In a clinical study one typically uses an intent-to-treat analysis in which every patient, even those who didn't receive the full treatment course, is included in the analysis. Generally patients who do not receive the full treatment course don't do as well and including them in the analysis usually decreases the observed effect. One may also choose to use a per protocol analysis in which only those patients who comply with the protocol and receive the full course of treatment are included. This results in an analysis of the results from a smaller number of patients than the intent-to-treat protocol, but may be more meaningful in understanding whether the proposed treatment is effective if used as directed. Unexpectedly, in this case, the per protocol analysis of a subset of the intent-to-treat patients seemed to show a decrease in effectiveness, resulting in a result that was not statistically significant.
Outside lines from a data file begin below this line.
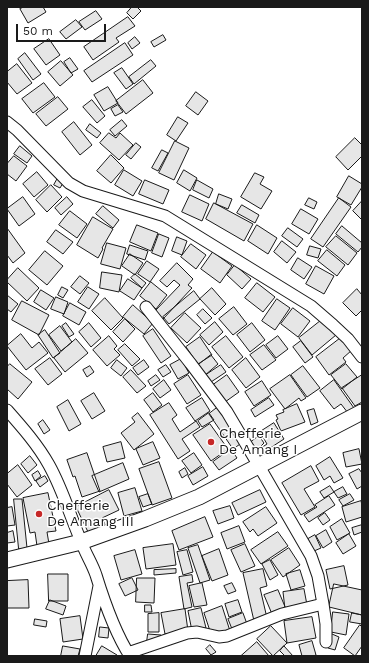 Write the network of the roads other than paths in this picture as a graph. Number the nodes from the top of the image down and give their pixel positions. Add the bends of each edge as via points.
1 (7, 122) edge
2 (146, 307) dead end
3 (362, 357) edge
4 (7, 410) edge
5 (362, 412) edge
6 (259, 466) junction
7 (81, 542) junction
8 (7, 560) edge
9 (99, 586) junction
10 (323, 604) junction
11 (326, 642) dead end
12 (129, 655) edge
13 (85, 656) edge

1 - 3 street via 69,183 83,190 165,216 311,306 348,339
2 - 6 street via 227,412
4 - 7 street via 33,440 49,465
5 - 6 main road
6 - 7 main road via 200,497
6 - 10 street via 311,556
7 - 8 main road
7 - 9 street
9 - 12 street
9 - 13 street
10 - 11 street
10 - 12 street via 282,614 227,636 187,633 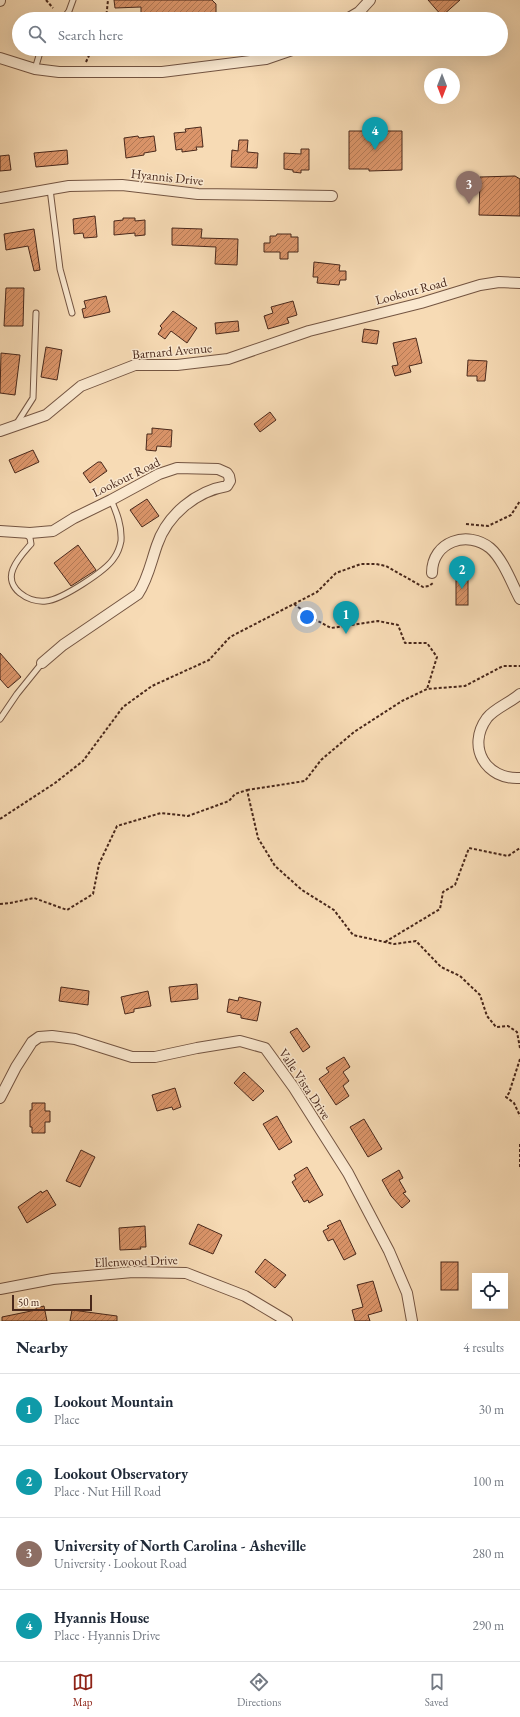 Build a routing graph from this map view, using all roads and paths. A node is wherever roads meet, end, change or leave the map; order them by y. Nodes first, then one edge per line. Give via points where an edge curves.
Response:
1 (46, 0) edge
2 (73, 0) edge
3 (108, 0) edge
4 (370, 0) edge
5 (52, 8) dead end
6 (68, 12) edge
7 (107, 12) edge
8 (359, 12) edge
9 (39, 56) edge
10 (275, 56) edge
11 (0, 58) edge
12 (35, 69) junction
13 (50, 189) junction
14 (332, 196) dead end
15 (0, 198) edge
16 (520, 283) edge
17 (36, 313) dead end
18 (72, 313) dead end
19 (309, 331) joint
20 (15, 426) junction
21 (0, 431) edge
22 (111, 500) junction
23 (520, 501) edge
24 (466, 524) dead end
25 (0, 531) edge
26 (23, 532) junction
27 (432, 573) joint
28 (520, 599) edge
29 (294, 604) junction
30 (42, 663) joint
31 (520, 666) edge
32 (427, 689) junction
33 (520, 694) edge
34 (0, 719) edge
35 (520, 778) edge
36 (247, 790) junction
37 (0, 819) edge
38 (520, 848) edge
39 (0, 904) edge
40 (384, 942) junction
41 (520, 1048) edge
42 (520, 1059) edge
43 (0, 1098) edge
44 (520, 1116) edge
45 (520, 1144) edge
46 (520, 1169) edge
47 (0, 1289) edge
48 (287, 1321) edge
49 (412, 1321) edge

1 - 5 path
2 - 6 lane
3 - 7 path
4 - 8 street
9 - 12 lane
10 - 12 street via 162,72 82,73
11 - 12 street
13 - 14 street, Hyannis Drive via 122,185 198,194
13 - 15 street, Hyannis Drive
13 - 18 lane via 60,269
16 - 19 street, Lookout Road via 499,282 480,285 421,303
17 - 20 lane via 33,398
19 - 20 street, Barnard Avenue via 228,359 177,366 135,365 81,386 46,415
20 - 21 street, Barnard Avenue
22 - 26 street, Lookout Road via 53,530 43,533
22 - 26 lane via 121,528 121,542 114,558 104,569 56,599 30,599 18,592 11,578 18,559 31,544 30,538
22 - 30 street, Lookout Road via 159,474 177,468 218,469 227,473 230,481 227,486 201,494 170,521 158,544 145,584 138,594 63,645
23 - 24 path via 511,515 488,526
25 - 26 street, Lookout Road
27 - 28 street via 432,563 436,554 446,545 461,540 476,542 490,548 498,557
27 - 29 path via 433,584 423,587 386,566 361,564 336,573 317,592
29 - 32 path via 331,628 378,622 398,625 405,643 427,643 437,657
29 - 37 path via 230,637 209,660 152,686 123,707 83,760 55,784
30 - 34 lane
31 - 32 path via 502,666 465,686
32 - 36 path via 402,701 354,732 321,760 305,781
33 - 35 street via 488,717 478,743 480,752 491,770 511,779
36 - 39 path via 235,794 228,801 188,816 161,813 117,826 99,864 93,894 67,910 34,898
36 - 40 path via 258,838 275,866 302,890 334,910 353,935
38 - 40 path via 508,856 469,848 455,886 443,892 440,909
40 - 41 path via 394,944 416,941 442,967 460,976 480,995 487,1016 496,1027 508,1026 517,1032
42 - 44 path via 506,1097 514,1103
43 - 49 street, Valle Vista Drive via 28,1048 39,1037 75,1039 132,1058 155,1058 240,1041 265,1048 294,1088 348,1173 389,1251 407,1293
45 - 46 path
47 - 48 street, Ellenwood Drive via 60,1279 133,1272 186,1272 245,1296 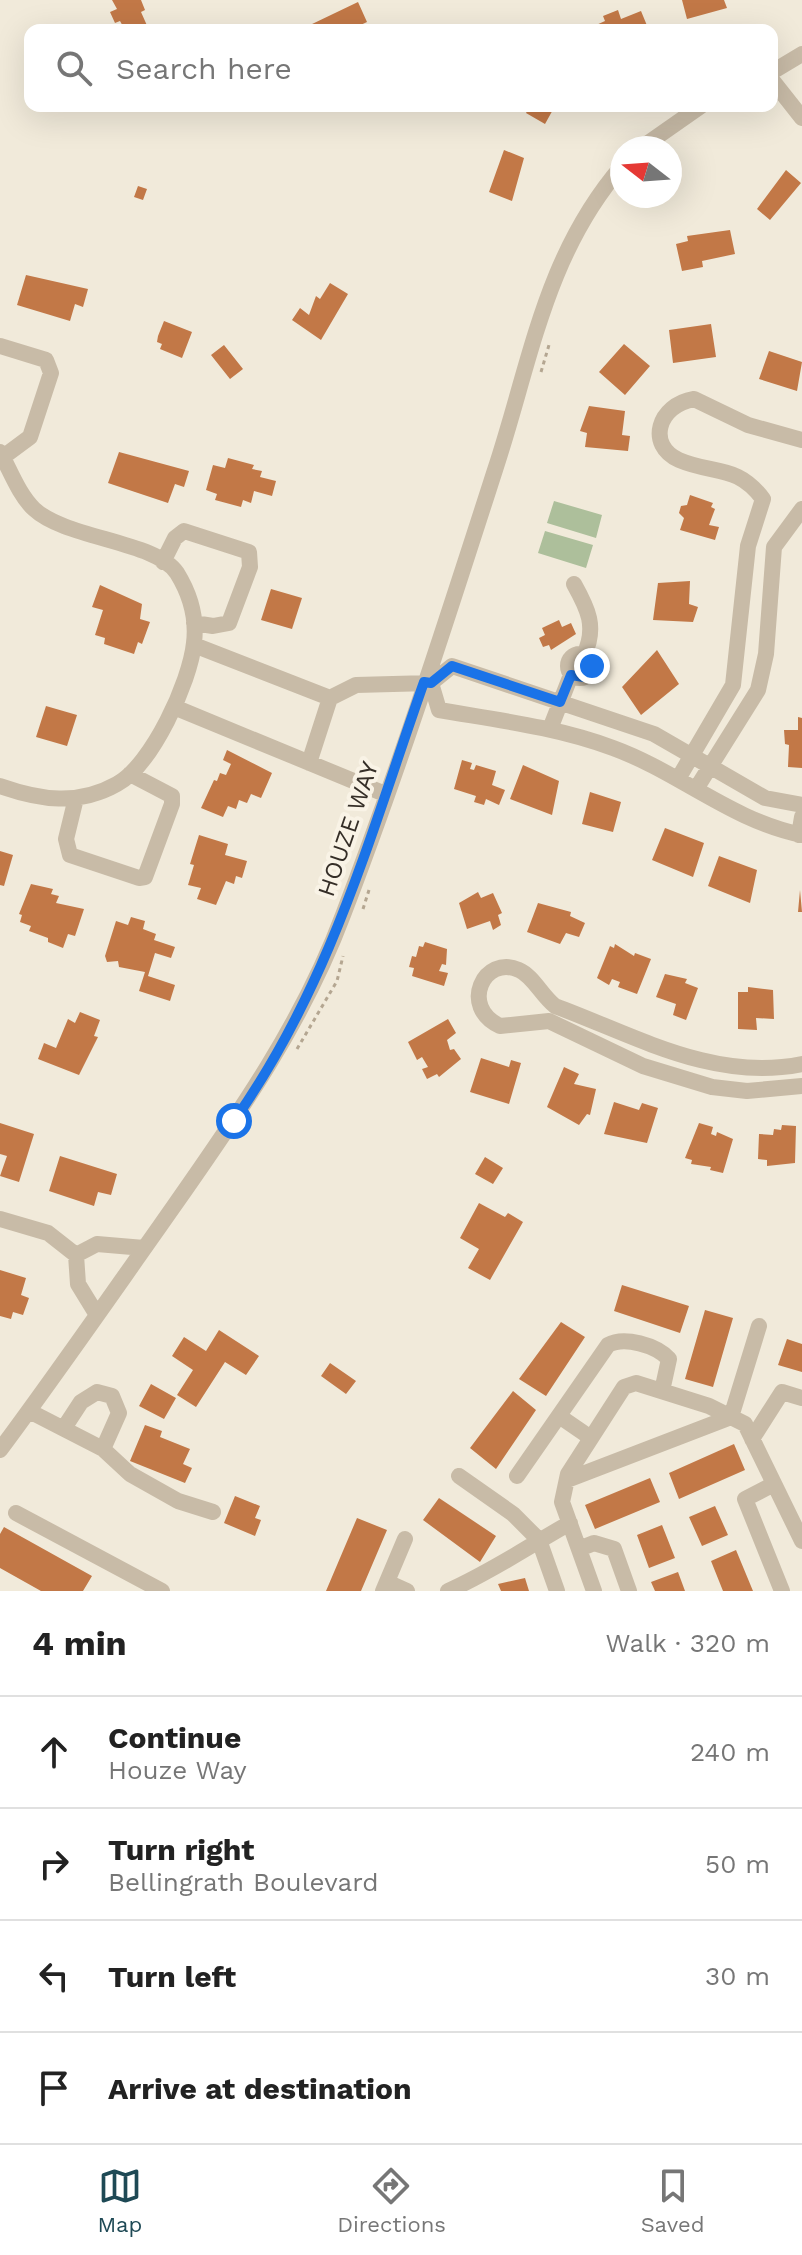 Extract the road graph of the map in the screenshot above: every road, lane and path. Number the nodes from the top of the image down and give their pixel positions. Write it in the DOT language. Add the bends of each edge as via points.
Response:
graph roads {
  1 [pos="802,54"];
  2 [pos="778,68"];
  3 [pos="778,88"];
  4 [pos="692,112"];
  5 [pos="802,118"];
  6 [pos="658,136"];
  7 [pos="610,181"];
  8 [pos="551,337"];
  9 [pos="0,346"];
  10 [pos="536,383"];
  11 [pos="802,440"];
  12 [pos="2,454"];
  13 [pos="802,509"];
  14 [pos="163,562"];
  15 [pos="574,584"];
  16 [pos="194,623"];
  17 [pos="194,645"];
  18 [pos="740,645"];
  19 [pos="766,646"];
  20 [pos="428,682"];
  21 [pos="330,698"];
  22 [pos="560,702"];
  23 [pos="174,707"];
  24 [pos="550,729"];
  25 [pos="691,754"];
  26 [pos="309,763"];
  27 [pos="710,766"];
  28 [pos="130,774"];
  29 [pos="678,779"];
  30 [pos="0,786"];
  31 [pos="696,789"];
  32 [pos="385,794"];
  33 [pos="76,798"];
  34 [pos="802,805"];
  35 [pos="802,817"];
  36 [pos="800,835"];
  37 [pos="370,887"];
  38 [pos="362,910"];
  39 [pos="345,950"];
  40 [pos="291,1057"];
  41 [pos="693,1060"];
  42 [pos="802,1064"];
  43 [pos="687,1081"];
  44 [pos="802,1086"];
  45 [pos="0,1219"];
  46 [pos="144,1248"];
  47 [pos="76,1255"];
  48 [pos="97,1315"];
  49 [pos="759,1326"];
  50 [pos="662,1391"];
  51 [pos="802,1398"];
  52 [pos="29,1411"];
  53 [pos="559,1416"];
  54 [pos="731,1417"];
  55 [pos="64,1428"];
  56 [pos="591,1438"];
  57 [pos="752,1439"];
  58 [pos="103,1449"];
  59 [pos="0,1450"];
  60 [pos="459,1476"];
  61 [pos="517,1476"];
  62 [pos="567,1480"];
  63 [pos="774,1484"];
  64 [pos="213,1512"];
  65 [pos="16,1513"];
  66 [pos="798,1521"];
  67 [pos="570,1523"];
  68 [pos="405,1539"];
  69 [pos="539,1540"];
  70 [pos="802,1541"];
  71 [pos="579,1549"];
  72 [pos="385,1586"];
  73 [pos="162,1591"];
  74 [pos="407,1591"];
  75 [pos="448,1591"];
  76 [pos="557,1591"];
  77 [pos="594,1591"];
  78 [pos="629,1591"];
  79 [pos="782,1591"];
  1 -- 2 [label="street"];
  3 -- 5 [label="street"];
  4 -- 6 [label="street"];
  7 -- 20 [label="street, HOUZE WAY" via="584,215 552,283"];
  8 -- 10 [label="path"];
  9 -- 12 [label="street" via="46,360 51,373 30,437"];
  11 -- 18 [label="street" via="748,425 694,399 673,405 664,414 660,432 677,459 742,477 763,499 748,546"];
  12 -- 14 [label="street" via="33,509 53,523"];
  13 -- 19 [label="street" via="774,547"];
  14 -- 16 [label="street" via="175,570 191,602"];
  14 -- 16 [label="street" via="184,531 249,552 250,567 229,623"];
  15 -- 22 [label="street" via="591,615 591,640 584,655 571,658 571,675"];
  16 -- 17 [label="street"];
  17 -- 21 [label="street"];
  17 -- 23 [label="street"];
  18 -- 19 [label="street"];
  18 -- 25 [label="street" via="733,685"];
  19 -- 27 [label="street" via="758,690"];
  20 -- 21 [label="street" via="356,685"];
  20 -- 22 [label="street" via="452,666"];
  20 -- 24 [label="street" via="439,710"];
  20 -- 32 [label="street, HOUZE WAY"];
  21 -- 26 [label="street"];
  22 -- 24 [label="street"];
  22 -- 25 [label="street" via="654,734"];
  23 -- 26 [label="street"];
  23 -- 28 [label="street" via="154,747"];
  24 -- 29 [label="street" via="612,747"];
  25 -- 27 [label="street"];
  25 -- 29 [label="street"];
  26 -- 32 [label="street"];
  27 -- 31 [label="street"];
  27 -- 34 [label="street" via="765,798"];
  28 -- 33 [label="street" via="119,784"];
  28 -- 33 [label="street" via="172,796 145,877 70,855 66,839"];
  29 -- 31 [label="street"];
  30 -- 33 [label="street" via="28,796"];
  31 -- 36 [label="street" via="748,820"];
  32 -- 46 [label="street, HOUZE WAY" via="344,915 284,1044"];
  35 -- 36 [label="street"];
  37 -- 38 [label="path"];
  39 -- 40 [label="path" via="337,981"];
  41 -- 42 [label="street" via="737,1069"];
  41 -- 43 [label="street"];
  41 -- 43 [label="street" via="552,1014 643,1066"];
  43 -- 44 [label="street" via="747,1091"];
  45 -- 47 [label="street" via="48,1233"];
  46 -- 47 [label="street" via="97,1244"];
  46 -- 48 [label="street, HOUZE WAY"];
  47 -- 48 [label="street" via="78,1284"];
  48 -- 52 [label="street, HOUZE WAY"];
  49 -- 54 [label="street"];
  50 -- 53 [label="street" via="669,1359 616,1341"];
  50 -- 54 [label="street"];
  50 -- 56 [label="street" via="636,1383 624,1387"];
  51 -- 57 [label="street" via="782,1392"];
  52 -- 55 [label="street"];
  52 -- 59 [label="street, HOUZE WAY"];
  53 -- 56 [label="street"];
  53 -- 61 [label="street"];
  54 -- 57 [label="street" via="745,1424"];
  54 -- 62 [label="street"];
  55 -- 58 [label="street"];
  55 -- 58 [label="street" via="81,1402 97,1392 112,1396 119,1413"];
  56 -- 62 [label="street"];
  57 -- 63 [label="street"];
  58 -- 64 [label="street" via="130,1474 178,1501"];
  60 -- 69 [label="street" via="513,1514"];
  62 -- 67 [label="street" via="562,1502"];
  63 -- 66 [label="street"];
  63 -- 79 [label="street" via="745,1499"];
  65 -- 73 [label="street"];
  66 -- 70 [label="street"];
  67 -- 69 [label="street"];
  67 -- 71 [label="street"];
  68 -- 72 [label="street"];
  69 -- 75 [label="street" via="490,1573"];
  69 -- 76 [label="street"];
  71 -- 77 [label="street"];
  71 -- 78 [label="street" via="594,1543 614,1549"];
  72 -- 74 [label="street"];
}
Since this appears to be a directional Phase 2 study in which the hypothesis being tested was whether a combination vaccine could be effective even though its individual components had not been shown to be effective, clinical relevance rather than statistical significance is more important. While the results of this study were modest, both the 24% and 31% improvement results are encouraging to me and suggest that additional trials of HIV vaccines are warranted, especially if the experts agree that this is a clinically relevant response. A better explanation of the unexpectedness of the per protocol analysis results, the clinical importance of a 25-30% reduction of new HIV infections, and whether the results "provided insight into the kinds of biological responses that must be provoked by a vaccine for it to provide protection" would have made this report a better example of journalism rather than just reporting.